• **TASK ITEM**
Every line of the entries below that carries the string "Drive" should be copied.

[Stored items]
====
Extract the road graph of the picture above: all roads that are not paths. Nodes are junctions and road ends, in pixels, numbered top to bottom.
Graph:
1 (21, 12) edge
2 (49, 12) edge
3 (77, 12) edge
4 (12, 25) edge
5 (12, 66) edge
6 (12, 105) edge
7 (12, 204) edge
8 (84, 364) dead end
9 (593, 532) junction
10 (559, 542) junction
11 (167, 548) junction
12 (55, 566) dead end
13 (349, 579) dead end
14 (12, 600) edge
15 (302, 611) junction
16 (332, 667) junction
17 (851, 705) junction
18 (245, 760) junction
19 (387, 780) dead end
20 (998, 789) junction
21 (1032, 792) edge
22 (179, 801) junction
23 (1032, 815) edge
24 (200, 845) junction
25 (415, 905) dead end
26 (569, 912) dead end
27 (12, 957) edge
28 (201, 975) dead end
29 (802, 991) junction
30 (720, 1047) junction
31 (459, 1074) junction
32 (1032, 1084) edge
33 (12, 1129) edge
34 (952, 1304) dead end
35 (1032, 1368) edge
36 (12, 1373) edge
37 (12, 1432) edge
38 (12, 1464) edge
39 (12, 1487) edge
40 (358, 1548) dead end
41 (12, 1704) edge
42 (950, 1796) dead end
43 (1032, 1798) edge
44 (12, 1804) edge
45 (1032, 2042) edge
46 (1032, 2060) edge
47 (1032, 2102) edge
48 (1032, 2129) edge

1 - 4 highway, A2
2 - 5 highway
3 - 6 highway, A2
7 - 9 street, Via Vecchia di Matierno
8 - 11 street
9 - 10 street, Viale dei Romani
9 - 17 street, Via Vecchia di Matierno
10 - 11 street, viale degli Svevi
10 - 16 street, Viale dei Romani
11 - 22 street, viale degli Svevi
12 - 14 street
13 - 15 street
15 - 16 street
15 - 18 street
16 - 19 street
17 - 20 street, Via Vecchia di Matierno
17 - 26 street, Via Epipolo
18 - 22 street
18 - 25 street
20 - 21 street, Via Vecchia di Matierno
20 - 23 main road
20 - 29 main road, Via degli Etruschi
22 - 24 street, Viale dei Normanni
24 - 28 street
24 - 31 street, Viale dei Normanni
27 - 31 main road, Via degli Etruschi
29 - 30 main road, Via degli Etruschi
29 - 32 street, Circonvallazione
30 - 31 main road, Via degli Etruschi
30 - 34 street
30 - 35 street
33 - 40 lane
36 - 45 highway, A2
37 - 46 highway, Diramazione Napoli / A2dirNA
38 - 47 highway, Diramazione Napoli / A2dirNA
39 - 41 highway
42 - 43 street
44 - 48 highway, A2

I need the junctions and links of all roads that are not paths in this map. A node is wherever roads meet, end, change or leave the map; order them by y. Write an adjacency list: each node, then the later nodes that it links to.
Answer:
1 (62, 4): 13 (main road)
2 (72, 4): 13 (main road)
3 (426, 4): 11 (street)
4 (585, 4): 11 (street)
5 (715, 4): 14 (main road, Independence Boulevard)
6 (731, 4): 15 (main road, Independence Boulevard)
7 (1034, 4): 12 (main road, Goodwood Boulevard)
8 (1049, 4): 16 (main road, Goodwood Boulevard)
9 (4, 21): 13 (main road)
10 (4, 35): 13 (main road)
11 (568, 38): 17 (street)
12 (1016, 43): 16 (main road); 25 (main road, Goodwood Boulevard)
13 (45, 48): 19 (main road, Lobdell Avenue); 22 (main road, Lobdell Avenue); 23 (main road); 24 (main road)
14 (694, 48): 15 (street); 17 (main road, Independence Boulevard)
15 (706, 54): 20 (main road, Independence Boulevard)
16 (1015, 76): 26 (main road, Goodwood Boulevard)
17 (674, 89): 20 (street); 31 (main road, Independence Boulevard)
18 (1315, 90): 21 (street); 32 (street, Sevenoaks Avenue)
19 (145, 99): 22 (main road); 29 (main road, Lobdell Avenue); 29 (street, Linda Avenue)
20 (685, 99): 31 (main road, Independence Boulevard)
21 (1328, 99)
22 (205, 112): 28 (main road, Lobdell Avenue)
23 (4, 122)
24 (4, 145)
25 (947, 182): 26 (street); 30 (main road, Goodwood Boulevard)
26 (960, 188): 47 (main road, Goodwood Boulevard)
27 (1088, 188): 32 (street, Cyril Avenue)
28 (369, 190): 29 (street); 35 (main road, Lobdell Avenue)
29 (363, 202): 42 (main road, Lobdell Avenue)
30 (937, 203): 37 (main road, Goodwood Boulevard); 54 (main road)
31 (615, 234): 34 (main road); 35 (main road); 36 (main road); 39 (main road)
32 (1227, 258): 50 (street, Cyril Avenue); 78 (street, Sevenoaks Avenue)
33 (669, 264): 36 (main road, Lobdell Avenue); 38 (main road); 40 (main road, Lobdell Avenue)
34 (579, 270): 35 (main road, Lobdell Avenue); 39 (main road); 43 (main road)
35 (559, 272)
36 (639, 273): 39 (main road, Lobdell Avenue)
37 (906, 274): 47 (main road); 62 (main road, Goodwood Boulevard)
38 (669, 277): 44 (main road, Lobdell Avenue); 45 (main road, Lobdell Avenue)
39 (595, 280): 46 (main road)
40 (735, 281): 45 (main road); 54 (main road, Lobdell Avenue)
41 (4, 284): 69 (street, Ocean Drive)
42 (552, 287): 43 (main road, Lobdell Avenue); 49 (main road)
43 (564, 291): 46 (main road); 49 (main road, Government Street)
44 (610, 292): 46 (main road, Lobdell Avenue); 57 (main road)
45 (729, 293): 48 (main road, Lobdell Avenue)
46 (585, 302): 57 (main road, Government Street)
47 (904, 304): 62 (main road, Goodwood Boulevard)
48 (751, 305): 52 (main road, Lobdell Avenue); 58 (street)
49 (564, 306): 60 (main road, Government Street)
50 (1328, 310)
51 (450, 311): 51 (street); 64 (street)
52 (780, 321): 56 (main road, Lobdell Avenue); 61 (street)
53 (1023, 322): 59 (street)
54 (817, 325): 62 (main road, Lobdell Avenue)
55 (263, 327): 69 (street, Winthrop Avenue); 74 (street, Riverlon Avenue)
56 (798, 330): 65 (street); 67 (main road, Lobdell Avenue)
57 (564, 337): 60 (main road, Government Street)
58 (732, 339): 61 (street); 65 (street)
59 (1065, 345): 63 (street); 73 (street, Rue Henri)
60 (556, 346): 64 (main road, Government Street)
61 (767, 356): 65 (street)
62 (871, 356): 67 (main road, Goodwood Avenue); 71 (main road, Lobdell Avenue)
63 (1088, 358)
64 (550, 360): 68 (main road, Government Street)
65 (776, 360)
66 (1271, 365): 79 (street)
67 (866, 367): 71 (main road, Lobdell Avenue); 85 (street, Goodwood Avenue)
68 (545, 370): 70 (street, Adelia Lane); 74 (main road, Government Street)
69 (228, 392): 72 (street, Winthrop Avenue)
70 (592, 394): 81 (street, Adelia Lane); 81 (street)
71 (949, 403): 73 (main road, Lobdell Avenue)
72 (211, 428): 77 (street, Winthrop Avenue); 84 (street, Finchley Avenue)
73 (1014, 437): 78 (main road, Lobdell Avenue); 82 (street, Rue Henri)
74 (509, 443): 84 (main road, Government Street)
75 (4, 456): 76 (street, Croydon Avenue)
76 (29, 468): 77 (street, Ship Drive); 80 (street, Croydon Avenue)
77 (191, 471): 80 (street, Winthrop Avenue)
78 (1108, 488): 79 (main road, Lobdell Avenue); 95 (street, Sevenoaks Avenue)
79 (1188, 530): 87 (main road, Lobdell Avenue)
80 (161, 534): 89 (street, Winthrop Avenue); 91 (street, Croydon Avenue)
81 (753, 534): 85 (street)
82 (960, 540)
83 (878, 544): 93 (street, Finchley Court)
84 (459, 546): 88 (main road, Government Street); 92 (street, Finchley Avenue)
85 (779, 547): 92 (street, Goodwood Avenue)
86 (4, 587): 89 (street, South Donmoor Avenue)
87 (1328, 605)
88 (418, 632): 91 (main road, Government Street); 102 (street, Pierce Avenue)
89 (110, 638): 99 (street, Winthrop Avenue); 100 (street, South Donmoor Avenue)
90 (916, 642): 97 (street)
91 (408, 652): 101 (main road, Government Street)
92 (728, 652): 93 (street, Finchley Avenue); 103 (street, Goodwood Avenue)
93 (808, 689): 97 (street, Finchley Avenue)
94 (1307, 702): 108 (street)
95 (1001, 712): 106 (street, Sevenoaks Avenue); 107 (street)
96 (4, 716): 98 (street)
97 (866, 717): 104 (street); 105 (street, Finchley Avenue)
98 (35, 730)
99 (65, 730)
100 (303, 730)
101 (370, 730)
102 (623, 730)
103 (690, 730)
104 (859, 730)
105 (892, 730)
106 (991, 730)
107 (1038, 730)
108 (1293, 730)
====
• **PROBLEM SOLUTION**
41 (4, 284): 69 (street, Ocean Drive)
76 (29, 468): 77 (street, Ship Drive); 80 (street, Croydon Avenue)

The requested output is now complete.